Whether that 2009 fourth quarter assessment holiday waiving $1.7 million in member dues qualifies under RR 70-604 is questionable since the purpose of that holiday had nothing to do with the distribution of excess income, but instead was based on the reported failure of the Liberty Center to open that year as originally planned. The board acknowledged that funds previously budgeted that year to operate Liberty Center were not needed.

In the end, successive boards wanted to retain the flexibility to make these financial decisions themselves. The path they chose, however, resulted in an ever increasing accumulation of surplus funds in excess of member income. Those decisions forced the boards to engage in a sort of hide and seek game with the IRS, literally deceiving the IRS into believing something of significance that was not true. That something was alleged compliance with numerous IRS revenue rulings. Successive boards were put in the uncomfortable position of having to submit tax returns that at best were not properly supported by the board’s actions and at worse deceptive and false.

As a final note is the observation that numbers in a spreadsheet or on a tax return can be arranged in such a manner so as to produce a desired result. Say, hypothetically, you are interested in achieving a zero outcome on your tax return for the amount owned. While everyone might prefer that as an outcome, that prospect is highly unlikely and is virtually impossible to achieve year in and year out. For example, a negative outcome is reached in the following for income, expenses and taxable income: 5 – 6 = -1. With a negative result for taxable income, the amount owed is zero. As anyone who has completed a tax return knows, the final outcome is a function of what went into the income and deductions categories.

In the case of the association, they might have the convenience of making certain financial decisions after the end of the tax year, such as the amount to transfer to the reserve fund for the preceding year’s tax return, as well as the convenience of filing their return later in the year. The 2007 tax return was filed in September 2008. By that time critical financial information was know not only for 2008 but was also projected for the following year, 2009.

That convenience may have permitted the board to adjust the amount of their 2007 transfers to the reserve fund with the potential of achieving a given outcome on their tax returns. However, without additional information concerning such transfers, it’s difficult to understand how discretionary transfer decisions by the board were arrived at.

It has always been a mystery to me, and possibly to others as well, why any given amount was being transferred to the reserve fund. Historically, we were told and the board has reported that 10% of member assessments were automatically allocated to the reserve fund.
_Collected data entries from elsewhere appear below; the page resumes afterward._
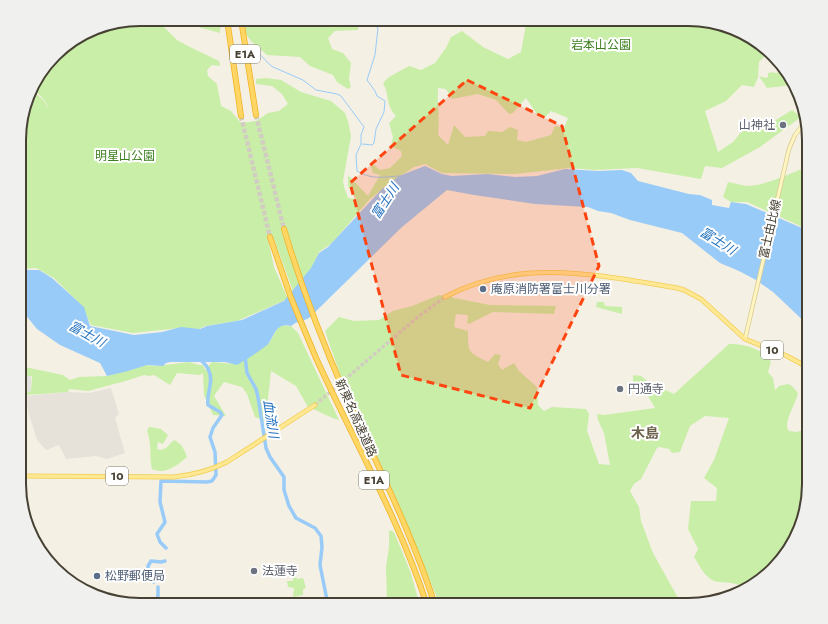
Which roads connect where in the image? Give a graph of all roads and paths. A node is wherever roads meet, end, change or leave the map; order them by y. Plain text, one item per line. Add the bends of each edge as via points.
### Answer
1 (228, 26) edge
2 (242, 26) edge
3 (256, 115) tunnel mouth
4 (241, 116) tunnel mouth
5 (801, 127) edge
6 (284, 229) tunnel mouth
7 (270, 237) tunnel mouth
8 (445, 297) tunnel mouth
9 (745, 340) junction
10 (802, 364) edge
11 (315, 405) tunnel mouth
12 (26, 476) edge
13 (424, 598) edge
14 (433, 598) edge

1 - 4 highway, E1A
2 - 3 highway, E1A
5 - 9 main road, 富士由比線 via 789,149
6 - 14 highway, 新東名高速道路 / E1A via 322,338 401,516
7 - 13 highway, 新東名高速道路 / E1A, bridge via 310,345 391,516
8 - 9 main road, 10 via 465,287 508,275 535,272 577,273 684,290 701,299
9 - 10 main road, 10
11 - 12 main road, 10 via 215,468 197,474 174,477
In 2007, member assessments totaled about $7 million, based on their tax return. Ten percent of that amount equals $700,000. Add to that figure another $100,000+ for Interest and Developer Contributions that year and there remains a balance of roughly $1 million in so called discretionary transfers.
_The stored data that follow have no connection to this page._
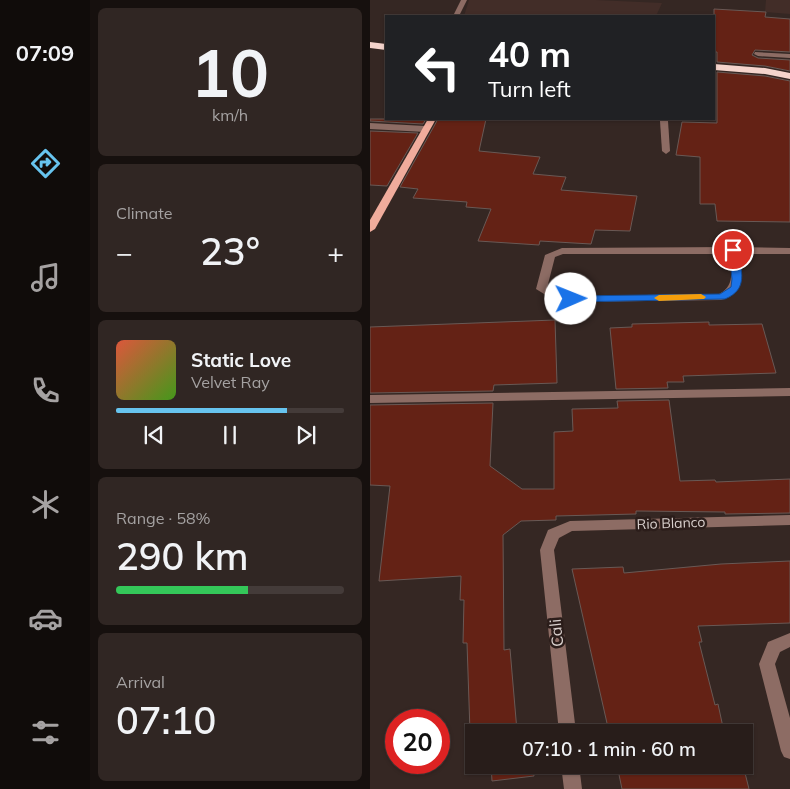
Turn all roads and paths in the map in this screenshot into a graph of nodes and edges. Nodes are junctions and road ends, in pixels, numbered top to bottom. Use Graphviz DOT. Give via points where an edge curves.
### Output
graph roads {
  1 [pos="464,0"];
  2 [pos="456,15"];
  3 [pos="370,37"];
  4 [pos="385,39"];
  5 [pos="370,46"];
  6 [pos="385,47"];
  7 [pos="758,54"];
  8 [pos="790,56"];
  9 [pos="715,67"];
  10 [pos="715,76"];
  11 [pos="788,76"];
  12 [pos="431,120"];
  13 [pos="664,121"];
  14 [pos="370,126"];
  15 [pos="425,129"];
  16 [pos="666,151"];
  17 [pos="370,229"];
  18 [pos="733,250"];
  19 [pos="790,251"];
  20 [pos="790,392"];
  21 [pos="370,399"];
  22 [pos="790,520"];
  23 [pos="553,534"];
  24 [pos="790,640"];
  25 [pos="566,724"];
  26 [pos="790,751"];
  27 [pos="571,774"];
  28 [pos="573,789"];
  1 -- 2 [label="street"];
  3 -- 4 [label="highway"];
  5 -- 6 [label="highway"];
  7 -- 8 [label="street"];
  9 -- 11 [label="highway"];
  10 -- 11 [label="highway" via="764,81"];
  12 -- 15 [label="main road"];
  13 -- 16 [label="street"];
  14 -- 15 [label="street"];
  15 -- 17 [label="main road"];
  18 -- 18 [label="street" via="562,251 550,255 541,289 571,299 721,297 736,288"];
  18 -- 19 [label="street"];
  20 -- 21 [label="street"];
  22 -- 23 [label="street, Rio Blanco" via="570,526"];
  23 -- 25 [label="street, Cali" via="547,550"];
  24 -- 26 [label="street" via="774,647 767,664"];
  27 -- 28 [label="street"];
}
Exactly when all of those transfers occurred is not clear. According to the November 2007 Budget presentation for FY 2008 on the status of the Reserve Fund, a total of $1.628 million in 2007 transfers was accounted for. That leaves $370,000 unaccounted for based on a reported $1.998 million transferred that year to the reserve fund.

Then again, perhaps it was likely that the board was lucky and just happened year after year to come up with a serendipitous outcome that managed to produce a zero amount as the amount owed on their tax returns independent of the amounts alleged were proper offsets in compliance with IRS rulings. But knowing what we know about the application of IRS rulings, that luck and the zero amounts owed were as false as the returns themselves.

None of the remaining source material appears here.